From Free from Easy
Snowboarder Susanna Howe describes the origins of the sport as “the ultimate concept signifying youth, freedom, glamour and the future; rebellion against the established and relief from the mundane. Boarders were alternately praised as negotiators of the future by zeitgeist-watchers and damned as degenerate derelicts by the old or the uninitiated.”
Borne of an adventurous spirit and resistance to complacent attitudes, much has been made of late about the industry spawned by skate and snowboarding culture as it has shifted from its rebellious subcultural status into the mainstream. Irrespective of its growing populatirty, this culture has simply been a way of life for artist John Antoski since he was young. “My close friends and I all made stuff growing up, and never for a second did we think we were making art,” he says. “I still skate, snowboard and make things, but now the things I create turn up on snowboards and run in magazines.”
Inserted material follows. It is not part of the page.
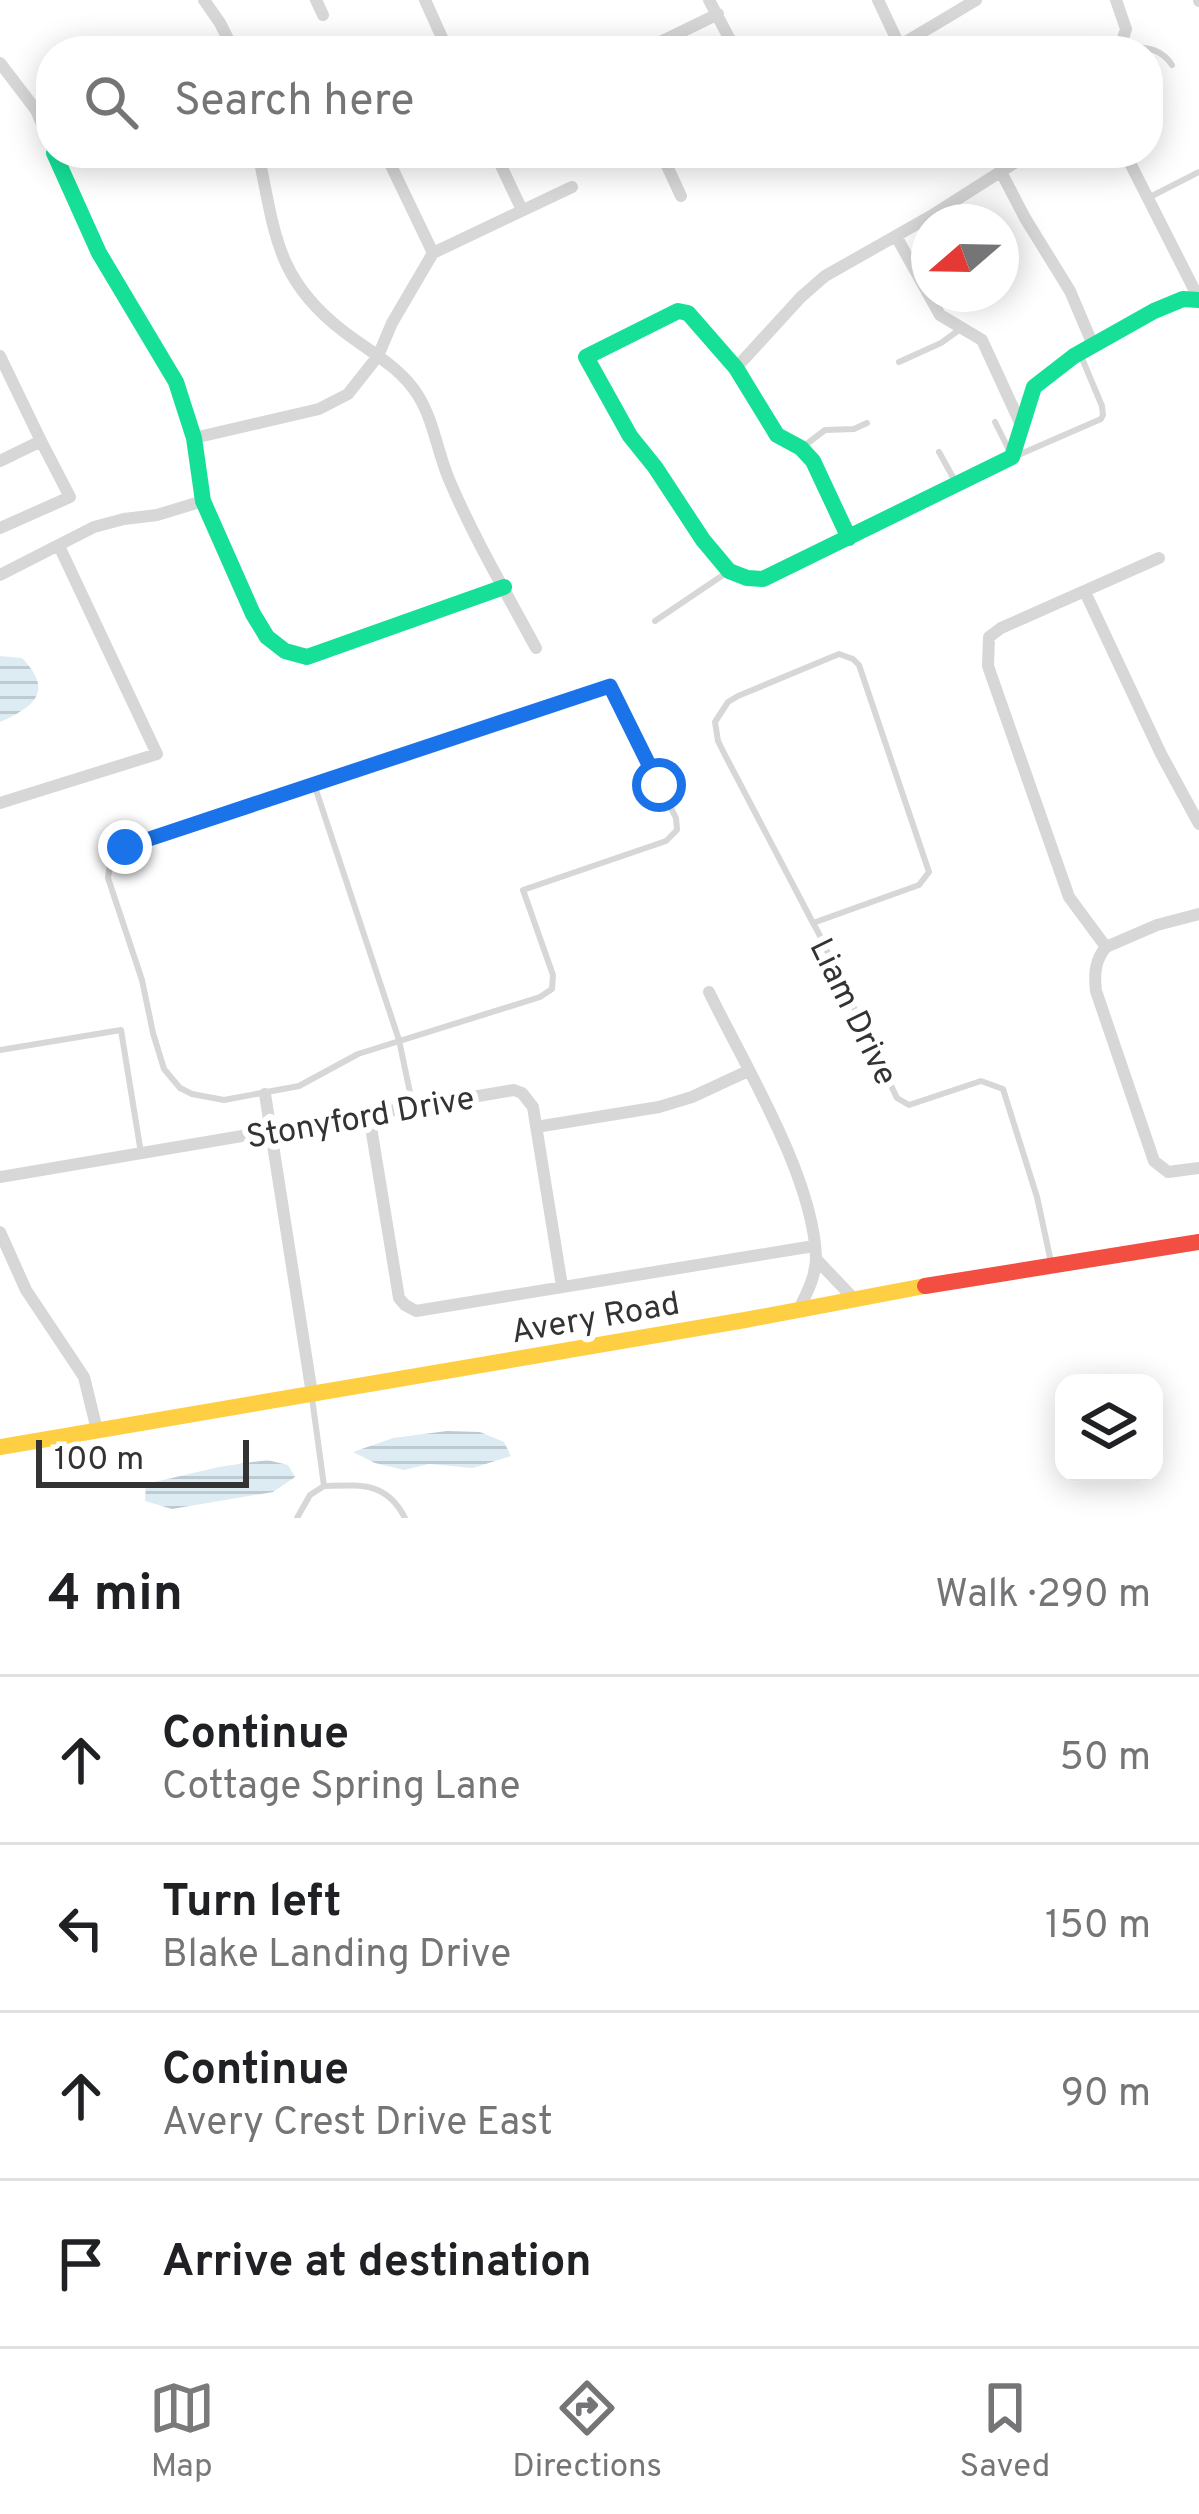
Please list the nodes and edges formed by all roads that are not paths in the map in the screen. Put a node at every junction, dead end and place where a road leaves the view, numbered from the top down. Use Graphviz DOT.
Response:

At first glance, Antoski’s body of work seems split into two camps: fine and commercial art. By earning a degree in drawing from the Alberta College of Art and Design (ACAD) and exhibiting in galleries throughout Canada and the U.S., Antoski’s practice is situated within a fine-arts context, while his designs for Class5 Snowboards are divergent, residing within the commercial arena. To the artist, however, his personal work and commercial work are not mutually exclusive. “My artistic practice and commercial design are directly related,” he says. “I believe fine art stimulates design and vice versa.” Antoski indeed finds his creative muse within the juxtaposition of fine art and craft, evident in his recent solo exhibition Free from Easy, on display at the Artist Proof Gallery (located in the Alberta Printmakers’ Society facility). The exhibition is a collection of works that revel in the space where form and function collide. In fact, these works, which are the fruits of Antoski’s recent three-week residency at Alberta Printmakers, are solid illustrations that one can easily imagine on the underside of a snowboard.
Antoski says this recent work is emblematic of the shift in his creative process after leaving art school. “Out of school, it can be very difficult to practise the same rituals that once came so naturally.” With it being graduation season, Antoski speaks about the challenges artists are typically faced with when leaving the scholastic environment. He describes his process after graduation, where artists are given the luxury of time, resources and peer review to work through ideas, as an endeavour more firmly rooted in trial and error. For Antoski, Free from Easy marks a rite of passage from student work to his independent practice, one that finds him recently relocated from Calgary to San Francisco, beginning a career at, appropriately, the magazine Transworld Snowboards.
Free from Easy contains elements of Bauhaus art theory that emerged in Germany during the early part of the 20th century. Bauhaus proponents aimed to bridge the gap between art, craft and technology, and it has been highly influential in many areas of art, most notably in architecture and graphic design. The exhibit greets the viewer with the title piece, free from easy — a bold, layered pattern on a skateboard, making a literal reference to the marriage of form and function and providing a context for the rest of the exhibit.
Antoski’s works employ a graphic approach to printmaking. The vibrant colours and playful figures that construct the landscapes of his new body of work beautifully encapsulate the energy of skate and snowboard culture. A series of small prints rests on the back wall, made up of abstract designs. Their geometric patterns criss-cross and play with the eye, giving life to the surface. These prints are then mounted onto thick wood, further referencing the boards that they could indeed end up on, and by association the subculture that this style has evolved from.